Your childhood friend has become a multi-millionaire, thanks to a lot of capital he got of a healthy payout from both Kraft Foods and Prestige Brands, maker of the cleaner known as Comet, because the similarities of their shiny green cylinders caused unfortunate consequences for both dinner and toilet cleaning when he was in middle school. You know, like this:
Anyway, he invested the payout money into a variety of enterprises that paid handsomely over the years, including developing the world’s best-selling brand of ham repellent. I don’t need to say the name, but I bet it’s the kind you have in your closet right now. He’s currently starting a tech startup that has some really incredible breakout technologies and he very much needs to test them. For extremely complex legal reasons that result in him being on both house arrest and having to wear an alarm that blasts if he gets within 100 feet of an ant farm, he’s not allowed to use currency as we understand it, so he can’t just hire testers. He knows you’re a lifelong gearhead, so he’s got a plan. He will use his vast company resources to get you any car you want, maintained by a professional staff. If you want the only Skoda 935 Dynamic that exists in the world, it’s yours. They’ll figure out how to get it to you, just don’t ask questions. If you decide next month you want a different car, they can do that, too! You can change cars every month, and they can be literally anything you want. Of course, there’s a price. In return for this bit of automotive Nirvana, you can pick between two revolutionary new technological developments to test. Here they are:
Option 1
Your friend’s company has developed a neural implant that will allow text to be sent from anywhere on the internet direct to your brain, at which point you will stop whatever you are doing, stare blankly, and speak those words in your own voice, loudly and clearly. To test this, they need you to get the implant, and be ready to receive the text signals up to two days a week, with a variable number of individual sessions per day. The sources of the text will be from literally anywhere on the internet, from Reddit forums or Facebook or kink-friendly dating apps or Twitch chats or Tweets or wherever. TikTok, too. Anywhere. Most will be in the context of actual people typing in messages to send, but there will be some AI text as well, and text randomly sampled from the internet. The signals will be unannounced, and the amount of text you’ll be speaking is likely pretty short, but could potentially last up to 47 seconds of speech. You’ll be aware and alert while it happens, but powerless to stop speaking until the signal ends.
Option 2
If the speaking some rando’s words from the internet makes you uneasy, there’s another option. This time you’re not receiving anything: you’re sending something. Specifically, urine. You see, your friend has developed a sort of teleportation system designed specifically to teleport your urine into someone else’s bladder, for getting around drug testing.
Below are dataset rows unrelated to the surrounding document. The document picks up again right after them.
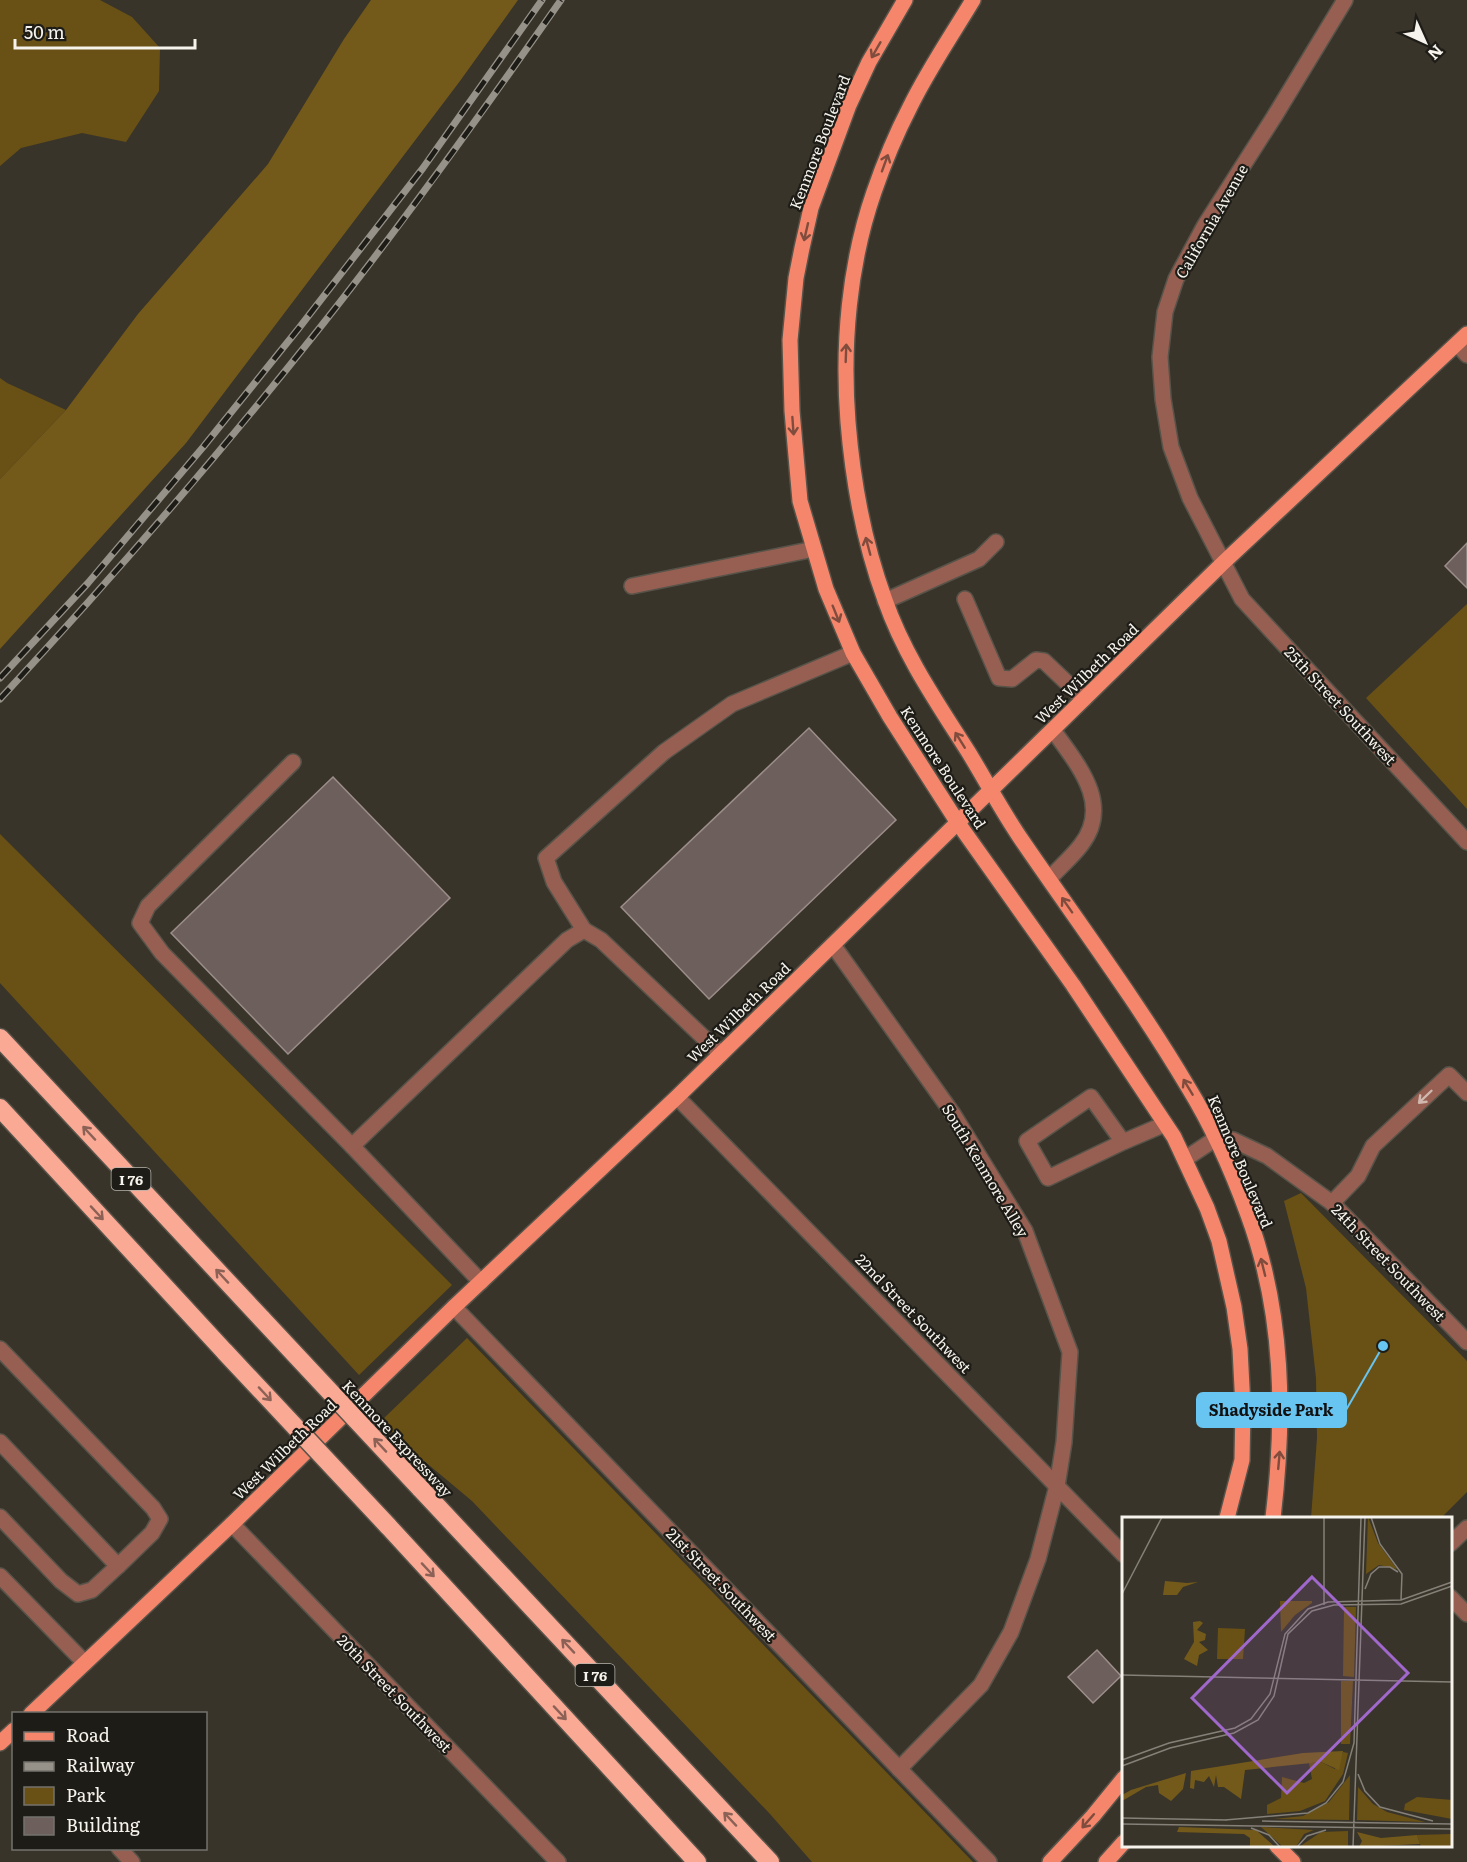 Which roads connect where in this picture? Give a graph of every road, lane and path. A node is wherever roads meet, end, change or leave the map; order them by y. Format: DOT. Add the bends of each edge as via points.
graph roads {
  1 [pos="905,0"];
  2 [pos="973,0"];
  3 [pos="1345,0"];
  4 [pos="1464,344"];
  5 [pos="996,542"];
  6 [pos="814,549"];
  7 [pos="1224,562"];
  8 [pos="632,586"];
  9 [pos="965,598"];
  10 [pos="885,601"];
  11 [pos="853,653"];
  12 [pos="1084,699"];
  13 [pos="1053,730"];
  14 [pos="294,762"];
  15 [pos="991,790"];
  16 [pos="958,823"];
  17 [pos="1467,842"];
  18 [pos="1049,879"];
  19 [pos="584,930"];
  20 [pos="833,945"];
  21 [pos="0,1038"];
  22 [pos="721,1054"];
  23 [pos="1467,1093"];
  24 [pos="677,1097"];
  25 [pos="0,1108"];
  26 [pos="1165,1124"];
  27 [pos="1215,1138"];
  28 [pos="1123,1142"];
  29 [pos="352,1146"];
  30 [pos="1185,1159"];
  31 [pos="1332,1203"];
  32 [pos="481,1282"];
  33 [pos="454,1307"];
  34 [pos="1467,1342"];
  35 [pos="0,1349"];
  36 [pos="0,1442"];
  37 [pos="1057,1486"];
  38 [pos="0,1517"];
  39 [pos="1227,1517"];
  40 [pos="1273,1517"];
  41 [pos="232,1524"];
  42 [pos="1467,1528"];
  43 [pos="1452,1542"];
  44 [pos="1122,1553"];
  45 [pos="118,1566"];
  46 [pos="0,1576"];
  47 [pos="1452,1599"];
  48 [pos="1467,1614"];
  49 [pos="85,1663"];
  50 [pos="32,1712"];
  51 [pos="899,1769"];
  52 [pos="1122,1780"];
  53 [pos="1122,1844"];
  54 [pos="1279,1847"];
  55 [pos="121,1850"];
  56 [pos="132,1862"];
  57 [pos="558,1862"];
  58 [pos="697,1862"];
  59 [pos="770,1862"];
  60 [pos="989,1862"];
  61 [pos="1050,1862"];
  62 [pos="1106,1862"];
  63 [pos="1293,1862"];
  1 -- 6 [label="main road, Kenmore Boulevard, one-way" via="849,105 811,208 796,278 790,340 792,411 800,501"];
  10 -- 2 [label="main road, Kenmore Boulevard, one-way" via="864,529 851,453 846,396 851,295 860,244 889,153 910,105"];
  3 -- 7 [label="street, California Avenue" via="1205,225 1176,279 1165,312 1160,357 1171,447 1190,498"];
  4 -- 7 [label="main road, West Wilbeth Road"];
  5 -- 10 [label="street" via="980,559"];
  6 -- 8 [label="street"];
  6 -- 11 [label="main road, Kenmore Boulevard, one-way"];
  7 -- 12 [label="main road, West Wilbeth Road"];
  7 -- 17 [label="street, 25th Street Southwest" via="1242,599"];
  9 -- 12 [label="street" via="999,678 1012,680 1036,660 1044,661"];
  15 -- 10 [label="main road, Kenmore Boulevard, one-way" via="899,636"];
  11 -- 16 [label="main road, Kenmore Boulevard"];
  11 -- 19 [label="street" via="732,704 664,752 546,858 554,882"];
  12 -- 13 [label="main road, West Wilbeth Road"];
  13 -- 15 [label="main road, West Wilbeth Road"];
  13 -- 18 [label="street" via="1085,775 1095,805 1082,844"];
  14 -- 29 [label="street" via="148,906 140,923 162,953"];
  15 -- 16 [label="main road, West Wilbeth Road"];
  15 -- 18 [label="main road, Kenmore Boulevard"];
  16 -- 20 [label="main road, West Wilbeth Road"];
  16 -- 26 [label="main road, Kenmore Boulevard"];
  27 -- 18 [label="main road, Kenmore Boulevard, one-way" via="1190,1089"];
  19 -- 22 [label="street" via="601,940"];
  19 -- 29 [label="street" via="567,940"];
  20 -- 22 [label="main road, West Wilbeth Road"];
  20 -- 37 [label="street, South Kenmore Alley" via="953,1113 1025,1231 1070,1352"];
  59 -- 21 [label="highway, Kenmore Expressway / I 76, one-way, bridge"];
  22 -- 24 [label="main road, West Wilbeth Road"];
  23 -- 31 [label="street, one-way" via="1449,1075 1373,1146 1358,1176"];
  24 -- 32 [label="main road, West Wilbeth Road"];
  24 -- 37 [label="street, 22nd Street Southwest"];
  25 -- 58 [label="highway, one-way, bridge"];
  26 -- 28 [label="street"];
  26 -- 30 [label="main road, Kenmore Boulevard"];
  27 -- 30 [label="street"];
  27 -- 31 [label="street, 24th Street Southwest" via="1233,1140 1267,1156"];
  40 -- 27 [label="main road, Kenmore Boulevard, one-way" via="1281,1429 1280,1368 1271,1302 1248,1216"];
  28 -- 28 [label="street" via="1048,1178 1027,1141 1090,1097"];
  29 -- 32 [label="street"];
  30 -- 39 [label="main road, Kenmore Boulevard" via="1219,1241 1240,1349 1242,1460"];
  31 -- 34 [label="street, 24th Street Southwest"];
  32 -- 33 [label="main road, West Wilbeth Road"];
  33 -- 41 [label="main road, West Wilbeth Road"];
  33 -- 51 [label="street, 21st Street Southwest"];
  35 -- 45 [label="street" via="160,1519 152,1533"];
  36 -- 45 [label="street"];
  37 -- 44 [label="street, 22nd Street Southwest"];
  37 -- 51 [label="street, South Kenmore Alley" via="1038,1559 1011,1632 981,1685"];
  38 -- 45 [label="street" via="78,1594 92,1590"];
  41 -- 49 [label="main road, West Wilbeth Road"];
  41 -- 57 [label="street, 20th Street Southwest"];
  42 -- 43 [label="street"];
  46 -- 49 [label="street"];
  47 -- 48 [label="street"];
  49 -- 50 [label="main road, West Wilbeth Road"];
  51 -- 60 [label="street, 21st Street Southwest"];
  52 -- 61 [label="main road, one-way"];
  53 -- 62 [label="main road"];
  54 -- 63 [label="main road"];
  55 -- 56 [label="street"];
}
To make this happen, you’ll need to wear a special catheter unit in your urethra – there are versions for whatever equipment you’re running down there – and you’ll need to be ready to pee a good quantity of urine with minimal notice. When your urine is needed, the catheter-teleporter unit will buzz loudly (or, if on silent mode, deliver a series of electrical shocks) and you will need to immediately find a location to urinate. You’ll have a window of about five minutes, and then the unit will activate, and start to teleport the urine flowing through your urethra into the remote bladder. Due to the power required to run this, you’ll need to keep a lithium-ion battery belt on and charged, and you will feel a good amount of discomfort as the process happens, along with a loud crackling sound and some sparking. Estrogen or testosterone or other compounds may be injected into the flow based on the needs and criteria of the client. The process can happen at pretty much any time, day or night (it’s global, you see) but it’ll be limited to no more than seven times per 24 hour period. So, what’s it gonna be? You can have all the incredible cars of your dreams, and all you have to do is test some revolutionary tech! Sure, your life may end up a shambles as a result, but it could be a shambles in a Facel-Vega or Bugatti!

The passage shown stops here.